What role did Scrivener play in making daily writing workable?

Scrivener supported her non-linear drafting style. Its corkboard, outline view, and classic page view made it easier to rearrange scenes and chapters without copy-and-paste. She also valued constant autosaving, which prevented lost progress even when her computer shut down the program in the past.

How did she structure writing time around a full-time job?

She used three daily writing blocks: a morning session before work (about 9:00–9:30 a.m.), a lunch break session ranging from 10 minutes to 45 minutes depending on workload, and at least 30 minutes after work while she’s still in drafting mode. She also allows a longer evening block when she gets deeply engaged, though she wasn’t doing that yet for her second book.

What strategy helped her build consistency from scratch?
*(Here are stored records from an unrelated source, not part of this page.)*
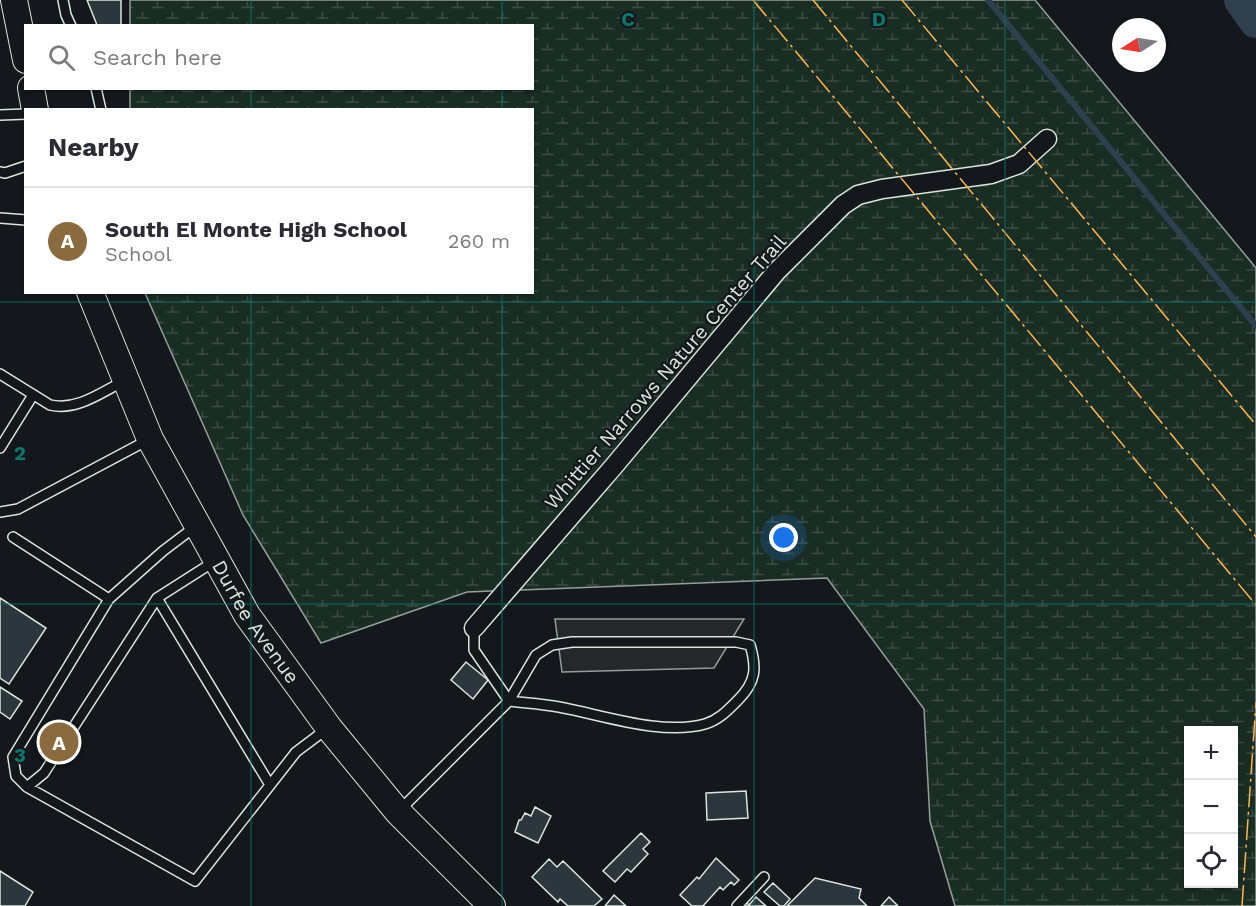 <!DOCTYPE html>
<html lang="en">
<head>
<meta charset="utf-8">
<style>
  :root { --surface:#fff; --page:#f7f7f7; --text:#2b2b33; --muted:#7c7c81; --line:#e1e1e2; --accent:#8a6a3f }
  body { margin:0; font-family:"Work Sans",sans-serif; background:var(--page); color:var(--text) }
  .controls { position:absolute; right:18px; bottom:18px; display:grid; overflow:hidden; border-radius:0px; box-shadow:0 2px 4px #0004 }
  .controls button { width:54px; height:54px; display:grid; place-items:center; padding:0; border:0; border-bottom:2px solid var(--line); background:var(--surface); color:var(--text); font:30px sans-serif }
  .compass { position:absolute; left:1112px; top:18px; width:54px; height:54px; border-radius:50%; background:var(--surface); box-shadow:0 2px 4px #0004; rotate:258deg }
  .you { position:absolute; left:784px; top:538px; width:21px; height:21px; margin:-15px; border:4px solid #fff; border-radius:50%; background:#1a73e8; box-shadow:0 0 0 9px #1a73e833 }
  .badge { display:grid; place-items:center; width:39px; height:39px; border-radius:50%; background:var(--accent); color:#fff; font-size:20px; font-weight:700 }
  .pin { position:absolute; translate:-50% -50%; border:3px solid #fff; box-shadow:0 2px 6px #0006 }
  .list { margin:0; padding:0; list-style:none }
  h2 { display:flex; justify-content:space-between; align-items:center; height:78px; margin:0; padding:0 24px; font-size:26px }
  h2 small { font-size:20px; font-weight:400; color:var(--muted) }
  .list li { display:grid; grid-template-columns:39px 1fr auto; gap:18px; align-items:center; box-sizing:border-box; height:108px; padding:0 24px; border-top:2px solid var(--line) }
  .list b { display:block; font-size:22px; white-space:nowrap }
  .list p { margin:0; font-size:20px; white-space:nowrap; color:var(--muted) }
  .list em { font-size:20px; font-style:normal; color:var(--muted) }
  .icon { flex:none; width:33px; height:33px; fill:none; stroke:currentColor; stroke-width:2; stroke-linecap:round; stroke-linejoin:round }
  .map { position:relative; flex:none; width:1256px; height:906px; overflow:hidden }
  .search { position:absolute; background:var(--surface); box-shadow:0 2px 4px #0004; left:24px; top:24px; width:510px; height:66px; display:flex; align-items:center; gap:15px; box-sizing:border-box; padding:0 21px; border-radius:0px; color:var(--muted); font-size:22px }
  .panel { position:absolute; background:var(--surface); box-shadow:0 2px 4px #0004; left:24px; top:108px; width:510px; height:186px; border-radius:0px }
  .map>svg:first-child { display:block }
  .wetland { fill:url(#wetland-marsh); stroke:#939e99; stroke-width:1.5; fill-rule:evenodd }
  .parking { fill:#24282b; stroke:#939e99; stroke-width:1.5 }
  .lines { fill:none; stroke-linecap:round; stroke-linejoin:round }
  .stream { stroke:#2f3f4d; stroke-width:6 }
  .river { stroke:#2f3f4d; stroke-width:34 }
  .building { fill:#2c363c; stroke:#d8e6dc; stroke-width:1.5 }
  .service-casing { stroke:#d8e6dc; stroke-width:12 }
  .minor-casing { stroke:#d8e6dc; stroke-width:21 }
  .secondary-casing { stroke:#d8e6dc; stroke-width:28 }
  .service { stroke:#14181c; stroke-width:9 }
  .minor { stroke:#14181c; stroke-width:18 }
  .secondary { stroke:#14181c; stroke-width:26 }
  .power { stroke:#ffb74d; stroke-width:1.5; stroke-dasharray:21 4.5 3 4.5; stroke-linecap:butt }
  .grid { fill:none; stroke:#0f766e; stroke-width:1.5; stroke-opacity:0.55 }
  .labels { text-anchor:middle; stroke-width:4.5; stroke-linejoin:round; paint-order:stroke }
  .street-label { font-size:20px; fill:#d8e6dc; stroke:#14181c }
  .grid-label { font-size:20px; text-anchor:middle; font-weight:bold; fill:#0f766e; stroke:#14181c; stroke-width:4.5; stroke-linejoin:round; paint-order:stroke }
</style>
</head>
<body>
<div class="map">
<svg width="1256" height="906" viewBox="0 0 1256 906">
  <defs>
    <pattern id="wetland-marsh" width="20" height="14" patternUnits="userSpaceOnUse" patternTransform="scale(1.5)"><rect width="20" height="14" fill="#1a2d24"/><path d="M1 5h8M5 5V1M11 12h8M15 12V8" fill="none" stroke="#3b4b43"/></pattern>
  </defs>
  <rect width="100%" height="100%" fill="#14181c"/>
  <path class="wetland" d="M 130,0 L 1035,0 L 1256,268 L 1256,906 L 955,906 L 930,821 L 924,709 L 827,578 L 467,592 L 321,643 L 243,515 L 145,293 L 532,292 L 532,110 L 130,110 L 130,89 L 532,88 L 532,26 L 130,25 ZM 1188,730 L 1234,730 L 1234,884 L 1188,884 Z"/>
  <path class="parking" d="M 555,619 L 744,619 L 714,668 L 562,672 Z"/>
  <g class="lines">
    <path class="stream" d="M 988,0 L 1256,326"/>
    <path class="river" d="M 1241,0 L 1256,21"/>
  </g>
  <path class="building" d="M 87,0 L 121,0 L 121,25 L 97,25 Z
    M 0,598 L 46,628 L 9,684 L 0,678 Z
    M 466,662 L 488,680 L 473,699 L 451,680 Z
    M 0,687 L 22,701 L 10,719 L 0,712 Z
    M 746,791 L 748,818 L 707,820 L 706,793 Z
    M 535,807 L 551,816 L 538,843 L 515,832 L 519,820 L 521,820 L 525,813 L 531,816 Z
    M 641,833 L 650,842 L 643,849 L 648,854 L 631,872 L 627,869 L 615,882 L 603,871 Z
    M 716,858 L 739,880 L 734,885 L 731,882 L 723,890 L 720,887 L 703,906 L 692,906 L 680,895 L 697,877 L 699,879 Z
    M 549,859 L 557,867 L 563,861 L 602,899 L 594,906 L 568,906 L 560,899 L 558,902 L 532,877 Z
    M 0,871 L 33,892 L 25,906 L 0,906 Z
    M 815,878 L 861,889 L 859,898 L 867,906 L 787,906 Z
    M 773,883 L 790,899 L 784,906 L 780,906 L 764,892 Z
    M 614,895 L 626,906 L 605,906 Z
    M 756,897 L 766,906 L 743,906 L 746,902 L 749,905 Z
    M 889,897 L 898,906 L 881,906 Z"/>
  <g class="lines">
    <g class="service-casing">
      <path id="service" d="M 63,0 L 66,15 L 71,26
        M 96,88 L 101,110
        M 0,115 L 26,114
        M 0,172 L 5,173 L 26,166
        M 0,218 L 26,220
        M 0,374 L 50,405 C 77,411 100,393 124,381
        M 0,448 L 33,395
        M 0,512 L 18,509 L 148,440
        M 196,526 L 163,551 L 109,599 L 13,757 L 16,776 L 27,787 L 44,773 L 157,598 L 215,561
        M 13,537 L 109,599
        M 157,598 L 270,785
        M 27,787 L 195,881 L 296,752 L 328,728
        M 399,811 L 509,701 L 536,655 L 552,645 L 572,642 L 736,642 L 750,645 C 757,668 756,682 738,700 C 728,710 719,720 705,724 C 662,736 603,715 559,707 C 543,704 526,703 509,701 L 474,650 L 474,628
        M 737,906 L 764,877"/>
    </g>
    <g class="minor-casing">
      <path id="minor" d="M 474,628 L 614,466 L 776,272 L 843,205 L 858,195 L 882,189 L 991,174 L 1019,164 L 1047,139"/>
    </g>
    <g class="secondary-casing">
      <g id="secondary">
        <path d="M 14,0 L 26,60"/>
        <path d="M 31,88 L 35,110"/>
        <path id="s1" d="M 90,292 L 150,439 L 247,615 L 329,728 L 398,812 L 492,906"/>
      </g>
    </g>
    <use href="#service" class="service"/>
    <use href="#minor" class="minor"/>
    <use href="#secondary" class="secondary"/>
    <path class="power" d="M 753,0 L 1256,605
      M 813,0 L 1256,537
      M 902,0 L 1256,425
      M 1242,906 L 1256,702"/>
  </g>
  <path class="grid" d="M 251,0 L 251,26M 502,0 L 502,26M 754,0 L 754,906M 1005,0 L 1005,906M 251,88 L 251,110M 502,88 L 502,110M 251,292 L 251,906M 502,292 L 502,906M 0,302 L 1256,302M 0,604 L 1256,604"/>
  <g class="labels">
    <g class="street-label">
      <text transform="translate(665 372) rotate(-49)" y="7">Whittier Narrows Nature Center Trail</text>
      <text dy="7" stroke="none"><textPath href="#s1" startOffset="370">Durfee Avenue</textPath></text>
    </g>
  </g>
  <g class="grid-label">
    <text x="628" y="26">C</text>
    <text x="879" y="26">D</text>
    <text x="20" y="460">2</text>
    <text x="20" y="762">3</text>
  </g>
</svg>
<div class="controls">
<button>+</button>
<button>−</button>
<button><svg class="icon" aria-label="locate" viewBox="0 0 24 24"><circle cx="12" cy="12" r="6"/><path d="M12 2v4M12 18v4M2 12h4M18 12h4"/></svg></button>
</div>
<svg class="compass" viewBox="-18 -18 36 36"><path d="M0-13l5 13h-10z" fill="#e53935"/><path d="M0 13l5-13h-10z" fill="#7c7c81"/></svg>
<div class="you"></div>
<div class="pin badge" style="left:59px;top:742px">A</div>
<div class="search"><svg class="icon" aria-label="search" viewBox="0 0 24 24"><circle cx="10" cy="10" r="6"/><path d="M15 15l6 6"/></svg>Search here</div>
<section class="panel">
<h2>Nearby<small></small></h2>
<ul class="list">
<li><span class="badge">A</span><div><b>South El Monte High School</b><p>School</p></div><em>260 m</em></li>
</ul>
</section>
</div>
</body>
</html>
She started with a minimal goal: writing a single sentence per session. She avoided committing to word counts or long sessions at the beginning, focusing instead on daily attendance. Once the habit formed, she increased the target step-by-step—paragraphs, then pages, and eventually 1,000 words per day.

What does “word vomiting” mean in her process, and why does it support consistency?

For draft one, she writes messy and imperfectly—typos, punctuation errors, and inconsistencies included—because the priority is generating words and fleshing out scenes. Editing comes later through several editing passes. This keeps the drafting stage fast and reduces the pressure to produce polished text every day.

Review Questions

  1. What specific changes did she make to ensure writing time wasn’t squeezed out by other activities?
  2. How does her multi-block daily schedule reduce the risk of exhaustion killing creativity?
  3. Why does starting with a one-sentence goal make it easier to reach 1,000 words per day later?

Key Points

  1. 1

    Protect writing time by treating it as a top priority and scaling back competing hobbies and media when necessary.

  2. 2

    Design a realistic schedule with multiple writing blocks across the day rather than relying on one ideal time.

  3. 3

    Use a writing tool that matches your workflow; Scrivener’s views and autosaving supported her drafting and rearranging process.

  4. 4

    Start with tiny daily goals (like one sentence) and build upward gradually until longer sessions feel natural.

  5. 5

    Draft messy first using “word vomiting,” then rely on later editing passes to polish and fix inconsistencies.

  6. 6

    Stay flexible: if a routine doesn’t work immediately, adjust timing and session length until a sustainable rhythm appears.

Highlights

Daily writing became possible by combining protected time with flexible scheduling—morning, lunch, and after-work blocks instead of one long session.
Scrivener’s multiple views and autosaving made it easier to rearrange scenes and prevented lost progress during computer shutdowns.
Her habit started with one sentence per session, then scaled to 1,000 words per day as consistency took hold.
“Word vomiting” kept draft one moving by prioritizing word generation over immediate polish.
Exhaustion can derail evening writing, so she treats energy levels as a scheduling constraint rather than a personal failure.